Acclaimed historian Alan Brinkley gives us a sharply realized portrait of Henry Luce, arguably the most important publisher of the twentieth century. As the founder of Time, Fortune, and Life magazines, Luce changed the way we consume news and the way we understand our world. Born the son of missionaries, Henry Luce spent his childhood in rural China, yet he glimpsed a milieu of power altogether different at Hotchkiss and later at Yale. While working at a Baltimore newspaper, he and Brit Hadden conceived the idea of Time: a “news-magazine” that would condense the week’s events in a format accessible to increasingly busy members of the middle class. They launched it in 1923, and young Luce quickly became a publishing titan. In 1936, after Time’s unexpected success—and Hadden’s early death—Luce published the first issue of Life, to which millions soon subscribed. Brinkley shows how Luce reinvented the magazine industry in just a decade.

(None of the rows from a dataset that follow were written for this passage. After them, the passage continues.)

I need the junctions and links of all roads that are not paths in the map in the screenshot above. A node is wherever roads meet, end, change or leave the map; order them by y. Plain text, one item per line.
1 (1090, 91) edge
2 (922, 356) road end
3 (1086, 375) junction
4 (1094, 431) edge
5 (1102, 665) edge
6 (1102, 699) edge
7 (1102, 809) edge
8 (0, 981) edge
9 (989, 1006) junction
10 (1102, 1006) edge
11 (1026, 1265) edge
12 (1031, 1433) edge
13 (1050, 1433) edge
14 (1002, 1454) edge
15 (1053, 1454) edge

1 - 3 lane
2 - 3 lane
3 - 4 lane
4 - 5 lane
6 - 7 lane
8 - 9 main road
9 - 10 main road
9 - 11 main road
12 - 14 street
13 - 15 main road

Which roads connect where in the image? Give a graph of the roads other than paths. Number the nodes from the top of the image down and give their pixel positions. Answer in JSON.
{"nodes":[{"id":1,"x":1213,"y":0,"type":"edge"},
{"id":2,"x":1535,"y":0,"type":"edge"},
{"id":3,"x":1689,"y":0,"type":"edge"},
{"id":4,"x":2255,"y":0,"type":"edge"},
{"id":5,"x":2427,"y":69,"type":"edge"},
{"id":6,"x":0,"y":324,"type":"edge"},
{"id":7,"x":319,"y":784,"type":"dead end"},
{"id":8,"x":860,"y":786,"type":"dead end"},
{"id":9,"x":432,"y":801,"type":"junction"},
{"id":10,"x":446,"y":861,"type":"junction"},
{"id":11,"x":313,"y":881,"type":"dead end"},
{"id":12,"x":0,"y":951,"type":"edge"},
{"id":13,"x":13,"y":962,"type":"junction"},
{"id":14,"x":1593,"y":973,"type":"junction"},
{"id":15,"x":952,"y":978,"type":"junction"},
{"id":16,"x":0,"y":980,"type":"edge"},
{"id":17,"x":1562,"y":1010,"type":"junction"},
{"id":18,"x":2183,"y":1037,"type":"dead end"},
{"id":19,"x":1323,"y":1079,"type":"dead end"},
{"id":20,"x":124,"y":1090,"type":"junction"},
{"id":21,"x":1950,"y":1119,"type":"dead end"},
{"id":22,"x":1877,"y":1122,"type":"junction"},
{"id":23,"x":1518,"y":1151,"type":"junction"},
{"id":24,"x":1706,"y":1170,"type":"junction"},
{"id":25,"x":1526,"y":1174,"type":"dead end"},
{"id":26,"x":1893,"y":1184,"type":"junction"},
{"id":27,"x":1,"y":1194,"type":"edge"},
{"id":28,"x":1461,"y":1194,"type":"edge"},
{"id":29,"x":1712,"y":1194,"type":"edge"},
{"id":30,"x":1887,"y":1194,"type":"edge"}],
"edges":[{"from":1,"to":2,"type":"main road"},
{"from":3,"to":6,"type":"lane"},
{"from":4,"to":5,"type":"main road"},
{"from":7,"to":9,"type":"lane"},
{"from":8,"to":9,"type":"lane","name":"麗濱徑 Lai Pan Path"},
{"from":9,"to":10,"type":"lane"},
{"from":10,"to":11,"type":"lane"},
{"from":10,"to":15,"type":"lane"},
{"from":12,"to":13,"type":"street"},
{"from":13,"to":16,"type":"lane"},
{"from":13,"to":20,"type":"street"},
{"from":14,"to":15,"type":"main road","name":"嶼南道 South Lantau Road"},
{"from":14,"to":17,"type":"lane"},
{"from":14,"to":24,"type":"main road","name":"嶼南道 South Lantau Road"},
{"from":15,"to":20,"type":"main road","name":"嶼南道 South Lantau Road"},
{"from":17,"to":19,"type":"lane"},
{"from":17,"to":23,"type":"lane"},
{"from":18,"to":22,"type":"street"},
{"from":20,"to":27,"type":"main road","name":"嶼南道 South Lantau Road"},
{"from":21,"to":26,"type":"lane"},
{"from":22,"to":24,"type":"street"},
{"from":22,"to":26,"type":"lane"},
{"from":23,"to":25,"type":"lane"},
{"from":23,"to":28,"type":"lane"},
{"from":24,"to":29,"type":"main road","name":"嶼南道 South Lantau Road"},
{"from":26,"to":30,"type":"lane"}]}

The appeal of Life seemingly cut across the lines of race, class, and gender. Luce himself wielded influence hitherto unknown among journalists. By the early 1940s, he had come to see his magazines as vehicles to advocate for America’s involvement in the escalating international crisis, in the process popularizing the phrase “World War II.” In spite of Luce’s great success, happiness eluded him. His second marriage—to the glamorous playwright, politician, and diplomat Clare Boothe—was a shambles. Luce spent his later years in isolation, consumed at times with conspiracy theories and peculiar vendettas. The Publisher tells a great American story of spectacular achievement—yet it never loses sight of the public and private costs at which that achievement came.